In the scatterplots below, two isotopes were selected that show differences in the scatterplot matrix above (choose others if you prefer). The top plot shows how each source population were clustered. The bottom plot shows cluster composition of source populations.
I have set eval=FALSE
so that the result is not revealed until you’ve completed the clustering exercise above. When you’re totally satisfied with your clusters, return here and remove the eval=FALSE
option in the code chunk and see how you did!
# eval=FALSE so this chunk doesn't evaluate until clustering complete above
# plot data by Source with clusters indicated
library(ggplot2)
p1 <- ggplot(dat_sjrs, aes(x = Ba137, y = Sr86, colour = cut_comp))
p1 <- p1 + geom_point(size = 2)
p1 <- p1 + labs(title = "By source with clusters indicated")
p1 <- p1 + facet_wrap( ~ Source, nrow = 1)
#print(p1)
# plot data by cluster with Source indicated
library(ggplot2)
p2 <- ggplot(dat_sjrs, aes(x = Ba137, y = Sr86, colour = Source))
p2 <- p2 + geom_point(size = 2)
p2 <- p2 + labs(title = "By cluster with source indicated")
p2 <- p2 + facet_wrap( ~ cut_comp, nrow = 1)
#print(p2)
library(gridExtra)
grid.arrange(grobs = list(p1, p2), ncol=1, top = paste("Clustering method \"", clus_method, "\" using ", i_clus, " clusters determined by \"", clus_index, "\"", sep=""))
Describe how the clustering performed. How reliable does clustering seem to you?

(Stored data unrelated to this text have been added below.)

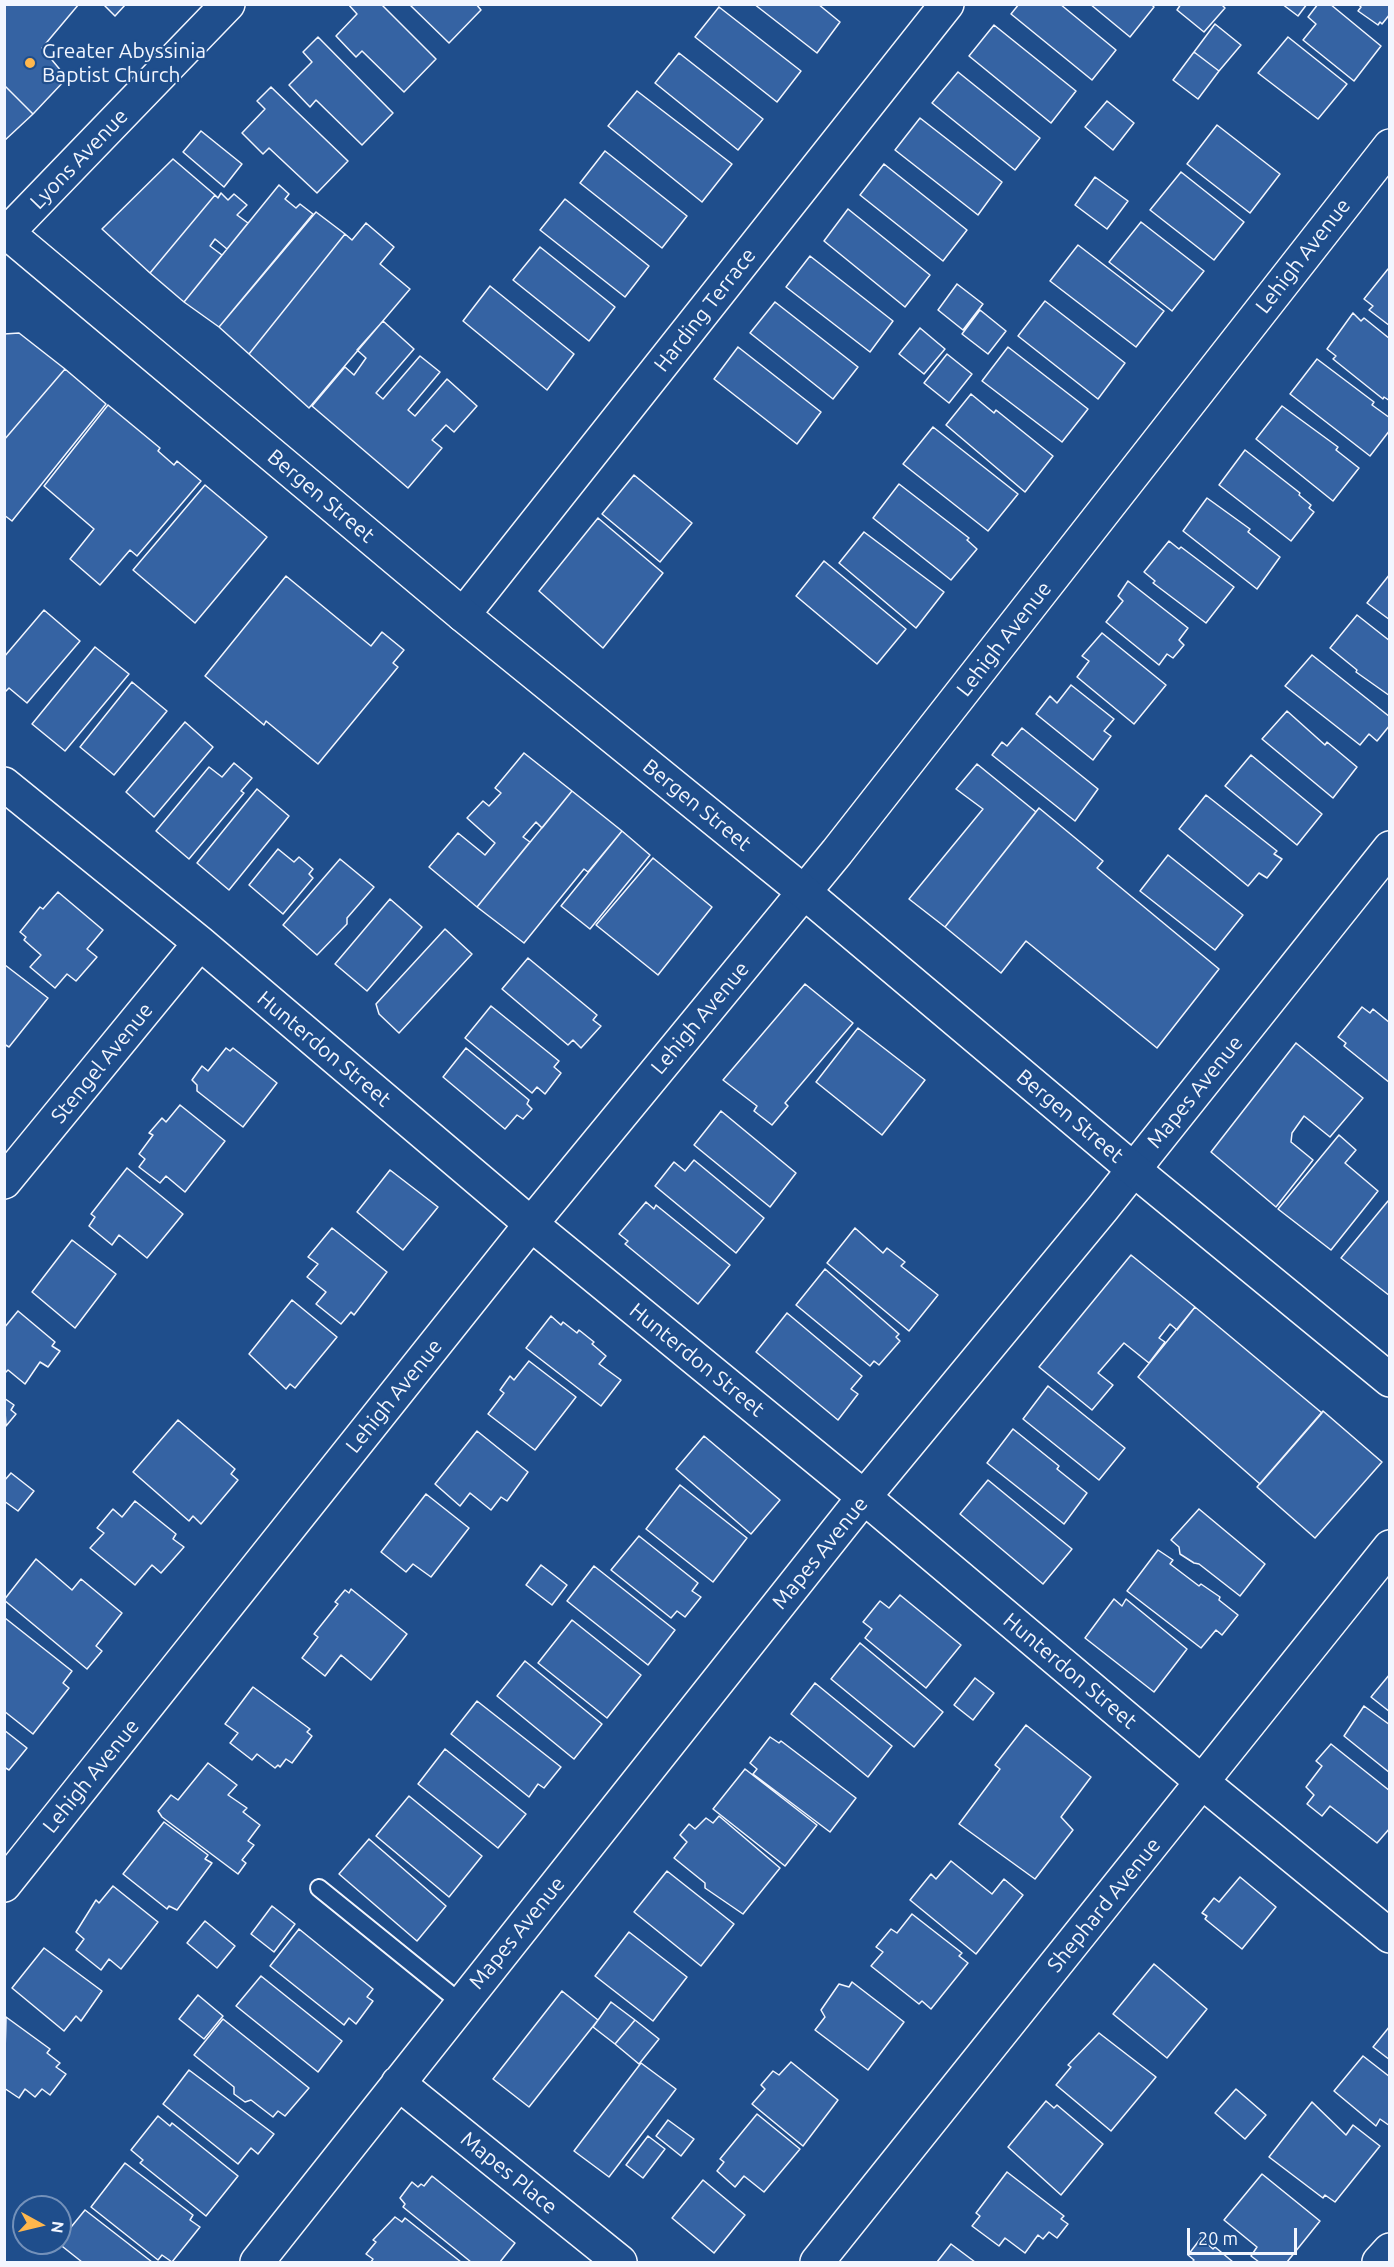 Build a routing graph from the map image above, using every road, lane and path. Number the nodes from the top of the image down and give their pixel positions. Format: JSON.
{"nodes":[{"id":1,"x":228,"y":4,"type":"edge"},
{"id":2,"x":947,"y":4,"type":"edge"},
{"id":3,"x":1389,"y":146,"type":"edge"},
{"id":4,"x":6,"y":233,"type":"edge"},
{"id":5,"x":463,"y":615,"type":"junction"},
{"id":6,"x":4,"y":784,"type":"edge"},
{"id":7,"x":1389,"y":848,"type":"edge"},
{"id":8,"x":804,"y":892,"type":"junction"},
{"id":9,"x":200,"y":943,"type":"junction"},
{"id":10,"x":1133,"y":1169,"type":"junction"},
{"id":11,"x":4,"y":1182,"type":"edge"},
{"id":12,"x":531,"y":1224,"type":"junction"},
{"id":13,"x":1389,"y":1380,"type":"edge"},
{"id":14,"x":864,"y":1497,"type":"junction"},
{"id":15,"x":1389,"y":1547,"type":"edge"},
{"id":16,"x":1202,"y":1782,"type":"junction"},
{"id":17,"x":4,"y":1885,"type":"edge"},
{"id":18,"x":319,"y":1888,"type":"dead end"},
{"id":19,"x":1389,"y":1936,"type":"edge"},
{"id":20,"x":461,"y":2003,"type":"junction"},
{"id":21,"x":398,"y":2083,"type":"junction"},
{"id":22,"x":1389,"y":2250,"type":"edge"},
{"id":23,"x":257,"y":2262,"type":"edge"},
{"id":24,"x":620,"y":2262,"type":"edge"},
{"id":25,"x":817,"y":2262,"type":"edge"},
{"id":26,"x":1379,"y":2262,"type":"edge"}],
"edges":[{"from":1,"to":4,"type":"street","name":"Lyons Avenue"},
{"from":2,"to":5,"type":"street","name":"Harding Terrace"},
{"from":3,"to":8,"type":"street","name":"Lehigh Avenue"},
{"from":4,"to":5,"type":"street","name":"Bergen Street"},
{"from":5,"to":8,"type":"street","name":"Bergen Street"},
{"from":6,"to":9,"type":"street","name":"Hunterdon Street"},
{"from":7,"to":10,"type":"street","name":"Mapes Avenue"},
{"from":8,"to":10,"type":"street","name":"Bergen Street"},
{"from":8,"to":12,"type":"street","name":"Lehigh Avenue"},
{"from":9,"to":11,"type":"street","name":"Stengel Avenue"},
{"from":9,"to":12,"type":"street","name":"Hunterdon Street"},
{"from":10,"to":13,"type":"street","name":"Bergen Street"},
{"from":10,"to":14,"type":"street","name":"Mapes Avenue"},
{"from":12,"to":14,"type":"street","name":"Hunterdon Street"},
{"from":12,"to":17,"type":"street","name":"Lehigh Avenue"},
{"from":14,"to":16,"type":"street","name":"Hunterdon Street"},
{"from":14,"to":20,"type":"street","name":"Mapes Avenue"},
{"from":15,"to":16,"type":"street","name":"Shephard Avenue"},
{"from":16,"to":19,"type":"street","name":"Hunterdon Street"},
{"from":16,"to":25,"type":"street","name":"Shephard Avenue"},
{"from":18,"to":20,"type":"lane"},
{"from":20,"to":21,"type":"street","name":"Mapes Avenue"},
{"from":21,"to":23,"type":"street","name":"Mapes Avenue"},
{"from":21,"to":24,"type":"street","name":"Mapes Place"},
{"from":22,"to":26,"type":"street"}]}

(1 p) Cluster differences using different methods
Given your experience trying different methods to develop the clusters (think about your evaluation of the dendograms) and the different results of indexes to determine the number of clusters, make a few comments about how robust clustering is. That is, if clustering results are very sensitive to the options you select, then it’s not very robust.